Thurmond was and still is a helping community, according to Brown. She can recall citizens of Thurmond assisting Beury’s last resident, Melcenia Fields, with groceries and other essential items. Beury was a once-booming mining town along New River. Fields made her home in the abandoned Beury mansion which is three miles downriver from Thurmond. Fields would walk to Pugh’s Grocery just across the river from Thurmond to gather groceries and other items she needed.
Thurmond residents even offered to give Fields a ride to her home, but she always chose to walk. She was not a people person and loved her home in Beury and did not want to move. Brown says once the mansion become too dangerous to live in, her neighbors in Thurmond went and built Fields a shack to live in. Fields lived there until her death in the 1980s when she was discovered by railroad workers.
Marilyn and her family moved to the plateau in Oak Hill once the National Park Service began its effort to preserve the town for future generations to explore. Brown says she is happy to have so much of her birthplace preserved. “I’m so happy really, that they got this because I could come back and look at it every time I want to.”

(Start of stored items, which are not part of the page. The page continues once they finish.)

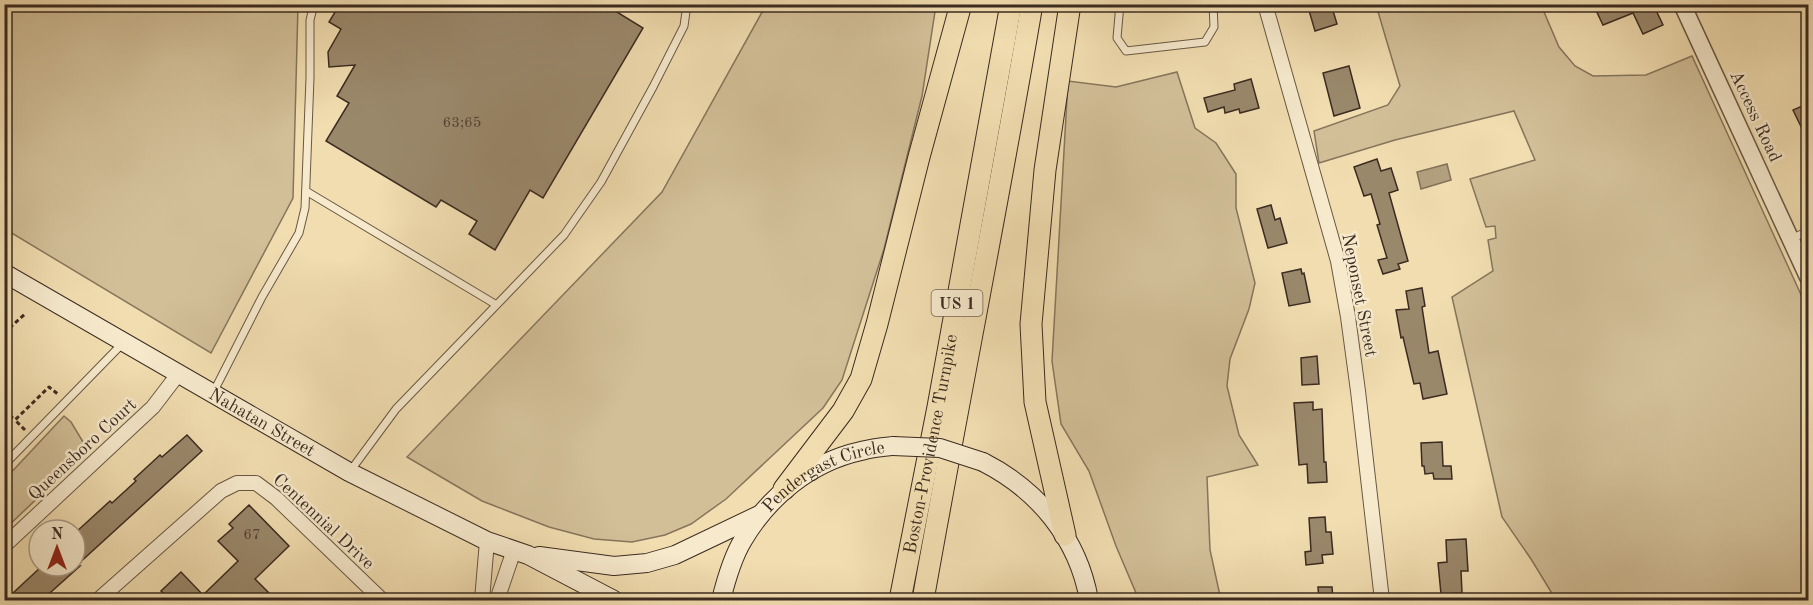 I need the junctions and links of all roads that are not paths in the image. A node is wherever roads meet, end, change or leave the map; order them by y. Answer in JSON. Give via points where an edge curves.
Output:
{"nodes":[{"id":1,"x":314,"y":4,"type":"edge"},
{"id":2,"x":687,"y":4,"type":"edge"},
{"id":3,"x":961,"y":4,"type":"edge"},
{"id":4,"x":1011,"y":4,"type":"edge"},
{"id":5,"x":1032,"y":4,"type":"edge"},
{"id":6,"x":1070,"y":4,"type":"edge"},
{"id":7,"x":1120,"y":4,"type":"edge"},
{"id":8,"x":1213,"y":4,"type":"edge"},
{"id":9,"x":1265,"y":4,"type":"edge"},
{"id":10,"x":1682,"y":4,"type":"edge"},
{"id":11,"x":306,"y":191,"type":"junction"},
{"id":12,"x":1809,"y":231,"type":"edge"},
{"id":13,"x":1791,"y":239,"type":"junction"},
{"id":14,"x":4,"y":273,"type":"edge"},
{"id":15,"x":1809,"y":277,"type":"edge"},
{"id":16,"x":495,"y":304,"type":"junction"},
{"id":17,"x":124,"y":342,"type":"junction"},
{"id":18,"x":179,"y":372,"type":"junction"},
{"id":19,"x":213,"y":393,"type":"junction"},
{"id":20,"x":4,"y":465,"type":"edge"},
{"id":21,"x":349,"y":472,"type":"junction"},
{"id":22,"x":784,"y":489,"type":"junction"},
{"id":23,"x":761,"y":514,"type":"junction"},
{"id":24,"x":1065,"y":535,"type":"junction"},
{"id":25,"x":487,"y":541,"type":"junction"},
{"id":26,"x":4,"y":546,"type":"edge"},
{"id":27,"x":521,"y":553,"type":"junction"},
{"id":28,"x":1080,"y":566,"type":"junction"},
{"id":29,"x":98,"y":600,"type":"edge"},
{"id":30,"x":382,"y":600,"type":"edge"},
{"id":31,"x":482,"y":600,"type":"edge"},
{"id":32,"x":497,"y":600,"type":"edge"},
{"id":33,"x":614,"y":600,"type":"edge"},
{"id":34,"x":721,"y":600,"type":"edge"},
{"id":35,"x":900,"y":600,"type":"edge"},
{"id":36,"x":922,"y":600,"type":"edge"},
{"id":37,"x":1089,"y":600,"type":"edge"},
{"id":38,"x":1100,"y":600,"type":"edge"},
{"id":39,"x":1382,"y":600,"type":"edge"}],
"edges":[{"from":1,"to":11,"type":"lane","via":[[310,20]]},
{"from":2,"to":16,"type":"lane","via":[[684,26],[601,182],[564,235]]},
{"from":3,"to":22,"type":"main road","via":[[861,379],[843,411]]},
{"from":4,"to":35,"type":"main road","name":"Boston-Providence Turnpike","number":"US 1"},
{"from":5,"to":36,"type":"main road","name":"Boston-Providence Turnpike","number":"US 1"},
{"from":6,"to":24,"type":"main road","via":[[1045,170],[1031,324],[1035,402]]},
{"from":7,"to":8,"type":"lane","via":[[1117,38],[1126,51],[1205,42],[1214,27]]},
{"from":9,"to":39,"type":"street","name":"Neponset Street","via":[[1338,261],[1358,391]]},
{"from":10,"to":13,"type":"street","name":"Access Road"},
{"from":11,"to":16,"type":"lane"},
{"from":11,"to":19,"type":"lane","via":[[299,233]]},
{"from":12,"to":13,"type":"lane"},
{"from":13,"to":15,"type":"street","name":"Access Road"},
{"from":14,"to":17,"type":"main road","name":"Nahatan Street"},
{"from":16,"to":21,"type":"lane","via":[[396,409]]},
{"from":17,"to":18,"type":"main road","name":"Nahatan Street"},
{"from":17,"to":20,"type":"lane"},
{"from":18,"to":19,"type":"main road","name":"Nahatan Street"},
{"from":18,"to":26,"type":"street","name":"Queensboro Court","via":[[153,407]]},
{"from":19,"to":21,"type":"main road","name":"Nahatan Street"},
{"from":21,"to":25,"type":"main road","name":"Nahatan Street"},
{"from":22,"to":23,"type":"main road","name":"Pendergast Circle"},
{"from":22,"to":24,"type":"main road","name":"Pendergast Circle","bridge":true,"via":[[808,472],[861,451],[893,446],[940,448],[983,462],[1025,488]]},
{"from":23,"to":27,"type":"main road","name":"Nahatan Street","via":[[675,555],[647,563],[614,566]]},
{"from":23,"to":34,"type":"main road","name":"Pendergast Circle","via":[[742,542]]},
{"from":24,"to":28,"type":"main road","name":"Pendergast Circle"},
{"from":25,"to":27,"type":"main road","name":"Nahatan Street"},
{"from":25,"to":31,"type":"street"},
{"from":27,"to":32,"type":"street"},
{"from":27,"to":33,"type":"main road","name":"Nahatan Street"},
{"from":28,"to":37,"type":"main road","name":"Pendergast Circle"},
{"from":28,"to":38,"type":"main road"},
{"from":29,"to":30,"type":"street","name":"Centennial Drive","via":[[221,491],[237,483],[256,483],[276,498]]}]}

In the photo attached above, Brown is sitting on the porch of the “Marilyn Brown House,” where she lived during some of her time in Thurmond. She says she lived in multiple different homes in the town as the years progressed, but her heart always takes her to the little green and white house along the railroad tracks.
Moving to Oak Hill was not an easy task, and it was a big change, says Brown. “The trains did not bother me in Thurmond, but the cars in Oak Hill did for a while,” Brown said jokingly. She says she was so used to the quietness and she never did hear the sound of a car too much in Thurmond.
When she is able, Brown ventures down to Thurmond and takes a seat on her old porch, and reminisces on the days gone by.
Most of the town is now owned by the NPS and is part of the New River Gorge National Park & Preserve. The Thurmond Depot was restored in the 1990s and serves as a seasonal visitor center in the summer.